In a bid to entice IT buyers away from cloud-based AI hardware, AMD has unveiled what it sees as a new category of PC called Agent Computers. In a post on the AMD website, the company described how to run OpenClaw, the open source AI agent, locally on AMD Ryzen AI Max+ processors and Radeon GPUs using a Windows 11 PC with the Windows Subsystem for Linux (WSL).
AMD said the PC system configured with 128GB unified memory is capable of running “cloud-quality AI agent workloads efficiently” using OpenClaw. According to its own benchmark data, with the Qwen 3.5 35B A3B model, the system delivers around 45 tokens per second and processes 10,000 input tokens in about 19.5 seconds. AMD said the configuration supports a maximum context window of 260,000 tokens, and can run up to six agents concurrently, which it said means it is able to deliver scalable local AI experimentation while maintaining strong responsiveness on consumer hardware.
AMD sees such a system running autonomously rather like the pre-cloud era branch office servers, handling tasks sent by users through a browser user interface on another Windows PC, or via Slack or WhatsApp.
PC makers that have “agent-ready” PCs include HP, Lenovo and Asus.

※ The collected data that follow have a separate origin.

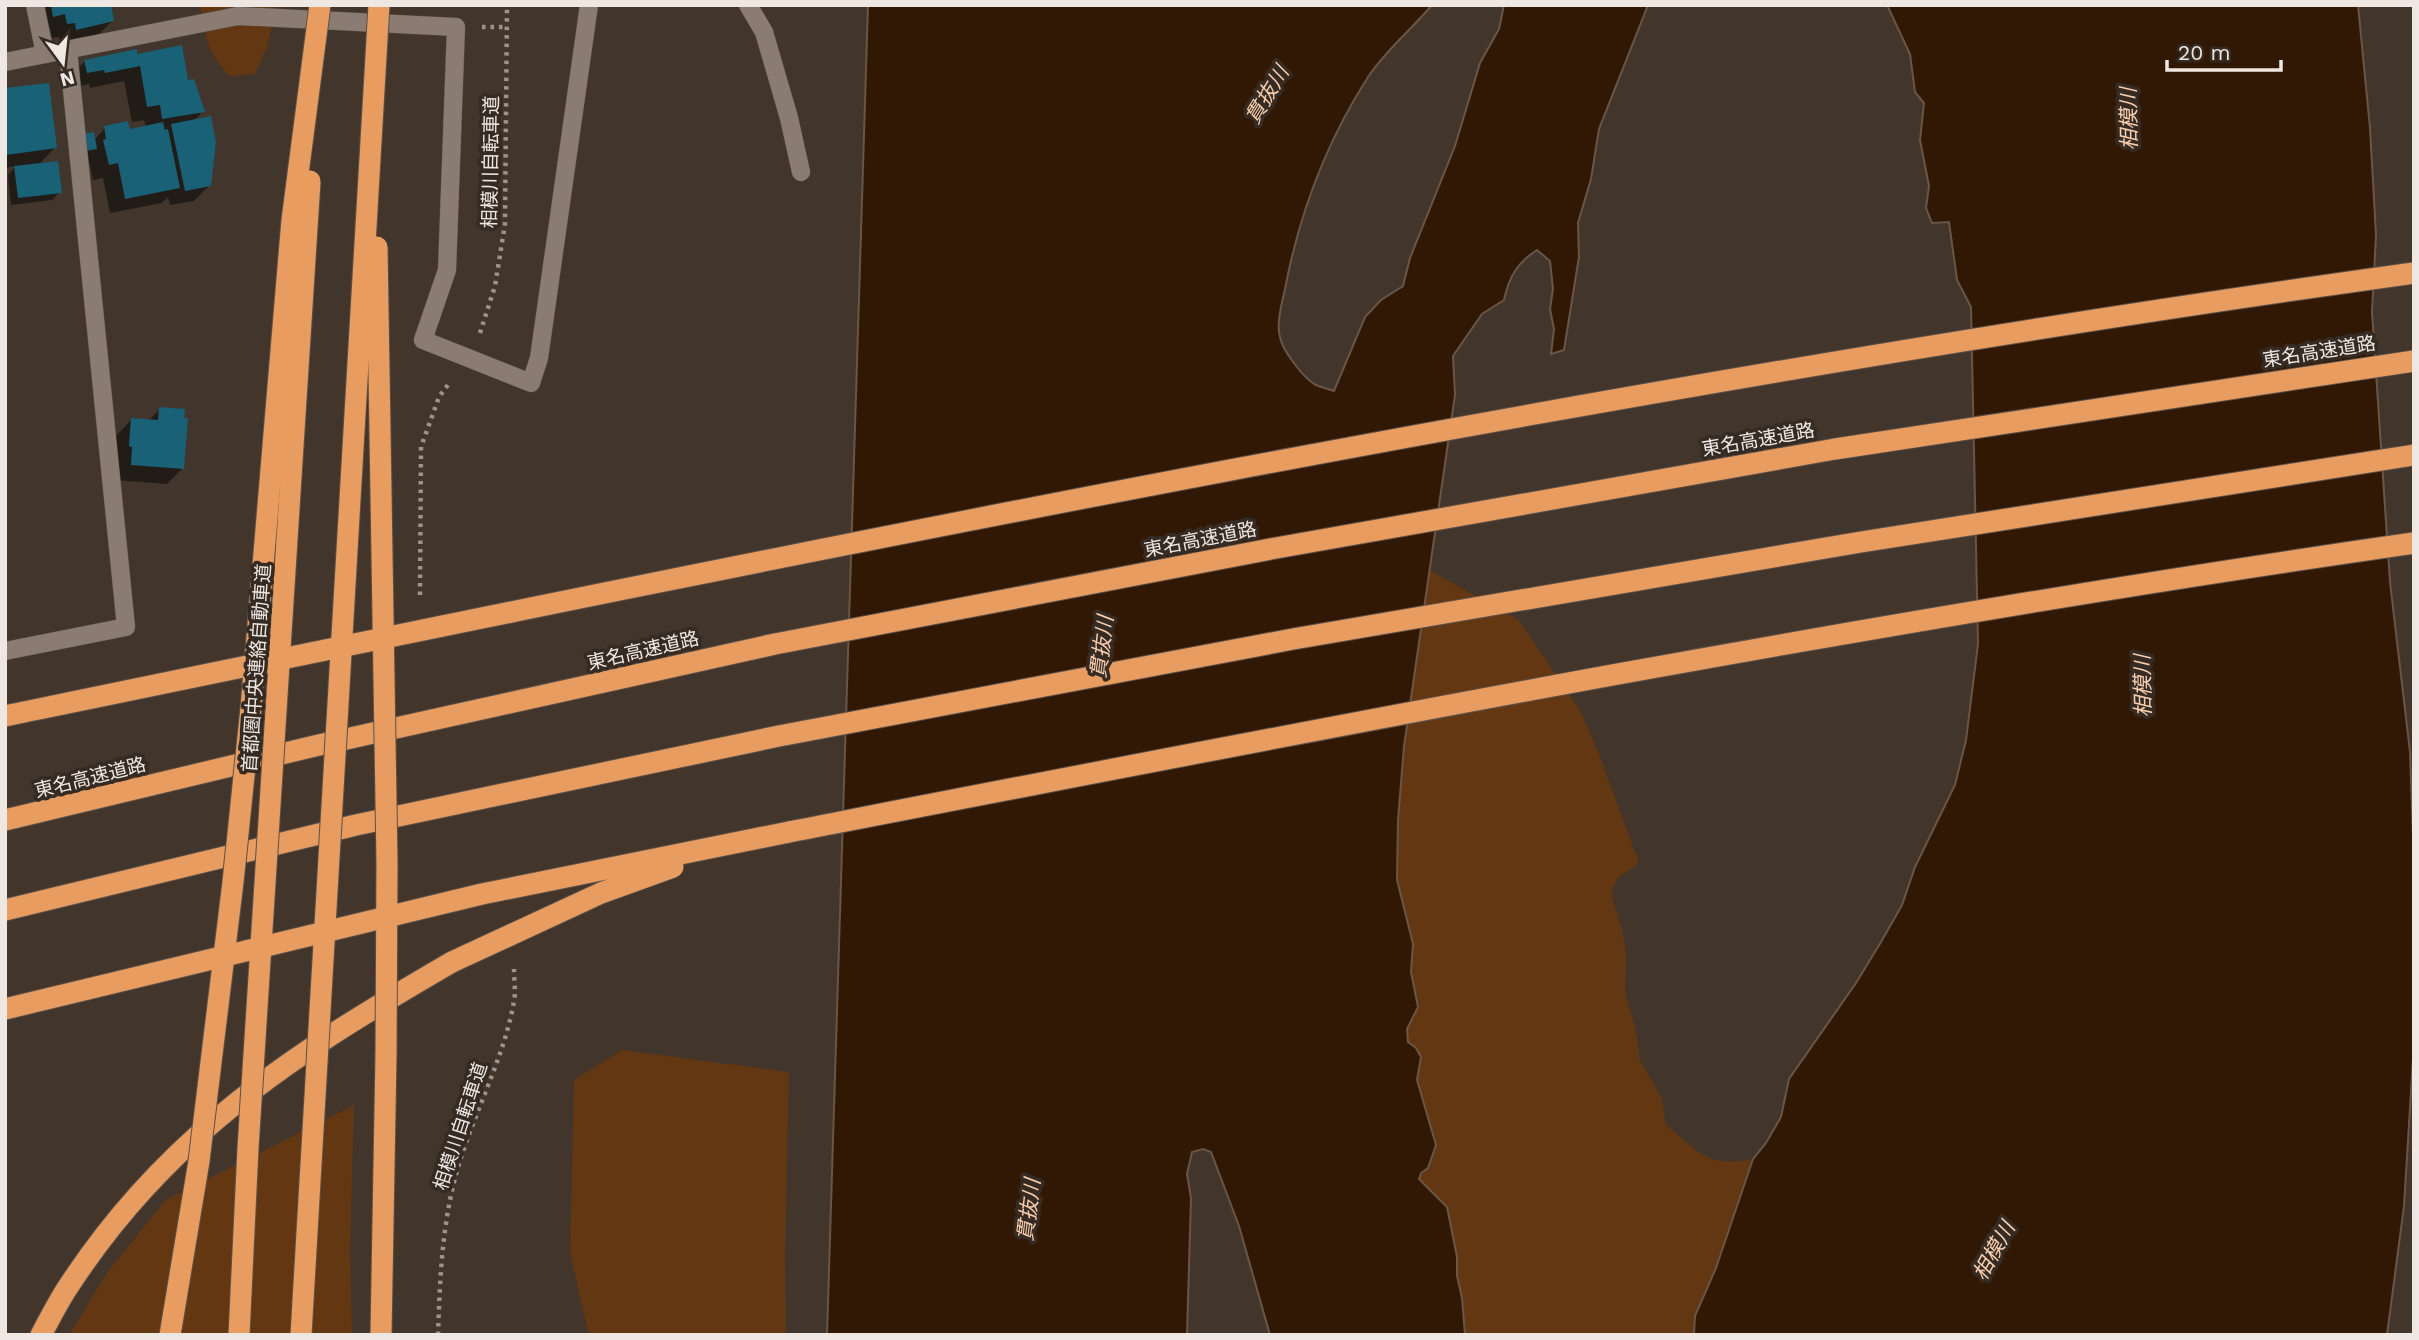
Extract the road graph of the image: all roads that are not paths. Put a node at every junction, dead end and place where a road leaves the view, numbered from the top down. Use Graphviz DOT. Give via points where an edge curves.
graph roads {
  1 [pos="35,5"];
  2 [pos="320,5"];
  3 [pos="379,5"];
  4 [pos="589,5"];
  5 [pos="748,5"];
  6 [pos="68,50"];
  7 [pos="45,54"];
  8 [pos="5,62"];
  9 [pos="374,77"];
  10 [pos="801,172"];
  11 [pos="2414,273"];
  12 [pos="2414,360"];
  13 [pos="2414,455"];
  14 [pos="2414,542"];
  15 [pos="5,651"];
  16 [pos="5,716"];
  17 [pos="5,820"];
  18 [pos="789,832"];
  19 [pos="5,910"];
  20 [pos="5,1009"];
  21 [pos="41,1335"];
  22 [pos="170,1335"];
  23 [pos="239,1335"];
  24 [pos="301,1335"];
  25 [pos="381,1335"];
  1 -- 7 [label="street"];
  2 -- 22 [label="highway, bridge" via="292,220 233,882 198,1161"];
  2 -- 23 [label="highway, 首都圏中央連絡自動車道, bridge"];
  3 -- 9 [label="highway, bridge"];
  4 -- 6 [label="street" via="539,358 531,383 423,340 447,270 456,27 238,16"];
  5 -- 10 [label="street" via="764,32"];
  6 -- 7 [label="street"];
  6 -- 15 [label="street" via="126,626"];
  7 -- 8 [label="street"];
  9 -- 24 [label="highway, bridge"];
  9 -- 25 [label="highway, bridge" via="387,863"];
  11 -- 16 [label="highway, bridge" via="1825,364 1270,461"];
  12 -- 17 [label="highway, 東名高速道路" via="1835,449 1276,548 775,644"];
  13 -- 19 [label="highway" via="1320,634 779,736 356,825"];
  14 -- 18 [label="highway" via="1854,632 1310,730"];
  18 -- 20 [label="highway, bridge" via="482,894"];
  18 -- 21 [label="highway, bridge" via="601,893 452,962 285,1066 218,1118 111,1227 69,1285"];
}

The IDC figures show that revenue for servers with an embedded GPU in the fourth quarter of 2025 grew 59.1% year-over-year, representing more than half of the total server market revenue.
The AMD Ryzen AI Max+ has an integrated GPU, and is currently one of the processor options for PCs certified as Copilot+ devices. While these devices are either laptops or desktop PCs with monitors, AMD’s Agent Computer appears to be positioned as more of a traditional desktop Windows PC running as a server, without a screen or keyboard. The setup AMD provides is optimised to run LM Studio. This uses Ubuntu on the WSL to provide access to large language models, which then work with an OpenClaw server running locally on the same hardware.